Progress is Possible in the Institutional Corruption of Healthcare

By Christopher Robertson

Today, there are two big stories that relate to the “institutional corruption” of medicine (aka conflicts of interests).  For those who have been working long and hard on these issues, they are cause for hope.  The needle does move.

First, one of the biggest pharmaceutical companies, GlaxoSmithKline, has decided that it will stop paying doctors to promote their drugs.   My prior work has shown that such payments are quite common (e.g., 61% of urologists and 57% of gastroenterologists taking money), and that they likely influence the prescribing decisions of the doctors who take such money.  In recent months, Glaxo has made several such moves towards greater transparency and integrity, often as a result of threatened or actual criminal prosecutions.  (See their newfound commitment to opening up their clinical trial data too.)

The NYT story quotes an industry consultant suggesting that the move to stop paying physicians is a result of the Affordable Care Act’s “sunshine” requirement that such payments will be disclosed, and that several other drugmakers are considering similar moves. I am a bit skeptical that the disclosure mandate had such an effect, since the disclosures were already required by Massachusetts and other states, and as part of the “corporate integrity agreements” that came of several federal prosecutions.  My sense is that such disclosures are not likely to reach patients in a useable way, so its hard to understand how the transparency could really impose much of a disincentive on the companies.  Yet, something has caused Glaxo to change course.

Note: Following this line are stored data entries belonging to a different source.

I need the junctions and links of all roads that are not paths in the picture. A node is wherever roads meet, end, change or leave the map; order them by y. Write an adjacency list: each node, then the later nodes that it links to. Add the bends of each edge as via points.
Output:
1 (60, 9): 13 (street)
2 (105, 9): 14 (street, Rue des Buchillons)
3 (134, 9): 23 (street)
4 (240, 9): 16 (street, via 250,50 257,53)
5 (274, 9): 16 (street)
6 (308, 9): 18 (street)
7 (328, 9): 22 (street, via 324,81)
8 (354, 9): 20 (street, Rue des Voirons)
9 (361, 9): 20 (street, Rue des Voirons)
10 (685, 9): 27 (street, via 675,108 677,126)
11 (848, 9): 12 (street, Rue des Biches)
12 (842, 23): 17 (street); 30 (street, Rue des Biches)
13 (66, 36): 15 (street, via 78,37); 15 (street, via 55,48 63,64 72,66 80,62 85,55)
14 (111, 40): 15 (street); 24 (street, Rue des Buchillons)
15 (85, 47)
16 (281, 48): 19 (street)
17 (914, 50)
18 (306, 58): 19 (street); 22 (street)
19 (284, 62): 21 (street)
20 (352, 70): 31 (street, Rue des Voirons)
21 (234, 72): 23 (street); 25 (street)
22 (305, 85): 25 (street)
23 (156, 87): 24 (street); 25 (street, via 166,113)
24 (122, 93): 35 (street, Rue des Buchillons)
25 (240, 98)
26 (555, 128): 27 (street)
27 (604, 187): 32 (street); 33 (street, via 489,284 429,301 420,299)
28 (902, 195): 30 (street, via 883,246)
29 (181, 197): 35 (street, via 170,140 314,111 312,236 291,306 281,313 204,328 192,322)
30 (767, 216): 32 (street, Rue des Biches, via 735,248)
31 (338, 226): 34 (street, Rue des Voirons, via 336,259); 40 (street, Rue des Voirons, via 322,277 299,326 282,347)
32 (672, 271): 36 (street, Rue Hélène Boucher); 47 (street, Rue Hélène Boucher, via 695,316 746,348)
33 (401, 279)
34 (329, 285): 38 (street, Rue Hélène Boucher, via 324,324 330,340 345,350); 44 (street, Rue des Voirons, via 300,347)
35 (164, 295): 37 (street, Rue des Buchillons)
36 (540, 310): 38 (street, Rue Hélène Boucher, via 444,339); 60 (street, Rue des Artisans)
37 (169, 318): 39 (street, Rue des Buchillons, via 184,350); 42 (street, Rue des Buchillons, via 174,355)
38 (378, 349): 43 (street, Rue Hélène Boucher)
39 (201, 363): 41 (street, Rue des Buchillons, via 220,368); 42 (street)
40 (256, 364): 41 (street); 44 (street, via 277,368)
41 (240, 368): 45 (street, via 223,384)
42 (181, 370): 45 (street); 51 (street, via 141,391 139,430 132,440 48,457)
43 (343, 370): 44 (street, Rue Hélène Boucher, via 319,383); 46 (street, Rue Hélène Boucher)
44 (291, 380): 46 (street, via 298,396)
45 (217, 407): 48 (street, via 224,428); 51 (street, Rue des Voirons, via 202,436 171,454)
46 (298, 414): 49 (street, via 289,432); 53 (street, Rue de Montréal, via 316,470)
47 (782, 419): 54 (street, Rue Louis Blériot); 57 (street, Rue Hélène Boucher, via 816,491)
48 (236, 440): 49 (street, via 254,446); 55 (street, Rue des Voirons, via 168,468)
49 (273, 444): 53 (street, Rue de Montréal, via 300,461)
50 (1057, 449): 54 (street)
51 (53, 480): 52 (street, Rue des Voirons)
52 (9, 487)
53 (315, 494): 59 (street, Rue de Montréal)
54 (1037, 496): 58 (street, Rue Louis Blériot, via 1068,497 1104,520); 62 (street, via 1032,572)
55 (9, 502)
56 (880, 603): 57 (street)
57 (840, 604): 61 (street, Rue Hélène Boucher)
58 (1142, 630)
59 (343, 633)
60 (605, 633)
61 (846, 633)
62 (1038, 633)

Second, the National Football League has decided to give the National Institute of Health $30 million to study brain injuries.  The counterfactual is that the NFL could have kept the money, of course.  But the more interesting alternative is that the NFL could have just spent the money itself, hand-picking the researchers and carefully specifying how the research should be performed, in order to buy the scientific conclusions that it preferred. This has been the classic strategy of industries facing litigation risk, from tobacco, to asbestos, and now the paper industry, whose law firm actually commissions scientific studies on its behalf.  The NFL’s move instead proves that it is possible for a self-interested party to nonetheless fund independent, credible, gold-standard research, by using an intermediary, such as the NIH.

This is exactly the sort of reform that I have called for, as an alternative to the false dichotomy between public funding and private interest. For companies that have a bona fide interest in discovering and publicizing the scientific truth, a credible intermediary like the NIH can reassure consumers of scientific information that it is valid.  Now, if only we can get big pharmaceutical companies to make the same move for their clinical trials and other scientific research studies.  Perhaps the first-movers will be the most innovative companies who have bona fide products and are tired of them being lost in the cheap talk?  If physicians making prescribing decisions continue to give greater credence towards NIH-funded research, such integrity could be rewarded.

 EDIT:  Corrected link to NFL story on NYT, and corrected amount from $100M to $30M.  Also, disclaimer: I am not involved in this Petrie Flom Center collaboration with the NFL, and the views expressed here are entirely my own.